Collected data entries

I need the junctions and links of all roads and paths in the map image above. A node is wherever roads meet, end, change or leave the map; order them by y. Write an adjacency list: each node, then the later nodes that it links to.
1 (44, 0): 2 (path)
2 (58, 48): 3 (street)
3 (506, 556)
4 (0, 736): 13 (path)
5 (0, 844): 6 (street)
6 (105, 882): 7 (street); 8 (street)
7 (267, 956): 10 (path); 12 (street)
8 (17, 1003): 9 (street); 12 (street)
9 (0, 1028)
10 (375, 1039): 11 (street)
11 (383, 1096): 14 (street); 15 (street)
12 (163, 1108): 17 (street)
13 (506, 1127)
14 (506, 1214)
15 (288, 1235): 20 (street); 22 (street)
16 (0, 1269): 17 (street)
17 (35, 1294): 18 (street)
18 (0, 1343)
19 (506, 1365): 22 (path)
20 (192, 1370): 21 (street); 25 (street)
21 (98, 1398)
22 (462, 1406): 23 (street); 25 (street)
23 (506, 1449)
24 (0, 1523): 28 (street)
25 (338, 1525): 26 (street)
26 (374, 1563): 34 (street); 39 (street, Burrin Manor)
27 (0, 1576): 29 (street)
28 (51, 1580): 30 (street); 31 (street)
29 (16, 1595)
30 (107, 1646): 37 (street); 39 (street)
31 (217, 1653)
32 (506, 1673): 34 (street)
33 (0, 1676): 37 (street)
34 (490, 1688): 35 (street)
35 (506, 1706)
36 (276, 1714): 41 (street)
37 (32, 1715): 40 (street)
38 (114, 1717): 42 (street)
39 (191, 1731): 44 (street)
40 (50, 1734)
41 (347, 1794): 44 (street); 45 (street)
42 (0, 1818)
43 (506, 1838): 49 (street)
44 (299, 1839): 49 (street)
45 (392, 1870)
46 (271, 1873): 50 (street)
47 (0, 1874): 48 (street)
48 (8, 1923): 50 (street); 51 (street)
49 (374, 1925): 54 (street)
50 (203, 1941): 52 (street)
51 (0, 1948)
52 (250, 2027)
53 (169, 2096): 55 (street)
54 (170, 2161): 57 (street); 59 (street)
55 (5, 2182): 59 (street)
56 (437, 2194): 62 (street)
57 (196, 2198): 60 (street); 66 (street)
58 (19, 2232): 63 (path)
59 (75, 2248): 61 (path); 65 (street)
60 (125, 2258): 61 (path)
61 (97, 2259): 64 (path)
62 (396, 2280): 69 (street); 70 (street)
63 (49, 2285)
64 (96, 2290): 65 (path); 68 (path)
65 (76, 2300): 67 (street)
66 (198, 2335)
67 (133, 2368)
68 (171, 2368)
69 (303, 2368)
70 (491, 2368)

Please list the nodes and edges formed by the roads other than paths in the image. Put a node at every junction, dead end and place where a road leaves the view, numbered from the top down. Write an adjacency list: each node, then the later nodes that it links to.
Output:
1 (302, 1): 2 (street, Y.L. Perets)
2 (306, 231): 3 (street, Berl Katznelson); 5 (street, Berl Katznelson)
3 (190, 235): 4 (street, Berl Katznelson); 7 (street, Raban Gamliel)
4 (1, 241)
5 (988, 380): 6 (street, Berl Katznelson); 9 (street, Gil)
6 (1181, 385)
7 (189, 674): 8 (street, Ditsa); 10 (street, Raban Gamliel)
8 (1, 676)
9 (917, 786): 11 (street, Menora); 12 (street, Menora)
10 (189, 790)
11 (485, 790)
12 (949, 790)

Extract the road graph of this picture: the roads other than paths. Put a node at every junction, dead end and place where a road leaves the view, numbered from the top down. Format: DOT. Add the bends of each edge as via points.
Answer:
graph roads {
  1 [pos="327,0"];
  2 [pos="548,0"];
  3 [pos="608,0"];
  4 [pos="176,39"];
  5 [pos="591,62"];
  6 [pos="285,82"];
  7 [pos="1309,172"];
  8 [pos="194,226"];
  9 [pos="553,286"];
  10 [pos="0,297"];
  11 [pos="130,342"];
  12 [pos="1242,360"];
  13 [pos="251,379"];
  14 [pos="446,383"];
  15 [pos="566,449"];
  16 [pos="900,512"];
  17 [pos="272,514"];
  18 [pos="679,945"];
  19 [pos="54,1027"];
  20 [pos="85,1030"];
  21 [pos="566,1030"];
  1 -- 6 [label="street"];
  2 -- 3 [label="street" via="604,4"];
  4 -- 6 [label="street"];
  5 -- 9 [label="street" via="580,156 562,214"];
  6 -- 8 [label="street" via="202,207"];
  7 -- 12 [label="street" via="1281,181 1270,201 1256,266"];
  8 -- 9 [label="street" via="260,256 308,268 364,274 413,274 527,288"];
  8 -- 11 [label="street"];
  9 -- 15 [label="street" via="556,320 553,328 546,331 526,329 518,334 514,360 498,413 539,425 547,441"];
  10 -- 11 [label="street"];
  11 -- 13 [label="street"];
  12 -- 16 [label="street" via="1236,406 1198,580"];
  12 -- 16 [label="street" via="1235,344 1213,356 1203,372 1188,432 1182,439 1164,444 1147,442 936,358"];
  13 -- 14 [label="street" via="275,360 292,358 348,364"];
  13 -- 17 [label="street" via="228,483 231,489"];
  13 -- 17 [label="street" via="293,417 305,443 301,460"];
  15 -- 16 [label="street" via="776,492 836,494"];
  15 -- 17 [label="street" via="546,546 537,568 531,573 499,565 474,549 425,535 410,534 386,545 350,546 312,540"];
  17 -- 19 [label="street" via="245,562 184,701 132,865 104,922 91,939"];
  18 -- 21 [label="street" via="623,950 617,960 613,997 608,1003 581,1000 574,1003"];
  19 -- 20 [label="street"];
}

_Work task_. Once you find the string "graph" in a line of the records, copy that line.

_Result of this exercise_.
Extract the road graph of this picture: the roads other than paths. Put a node at every junction, dead end and place where a road leaves the view, numbered from the top down. Format: DOT. Add the bends of each edge as via points.
graph roads {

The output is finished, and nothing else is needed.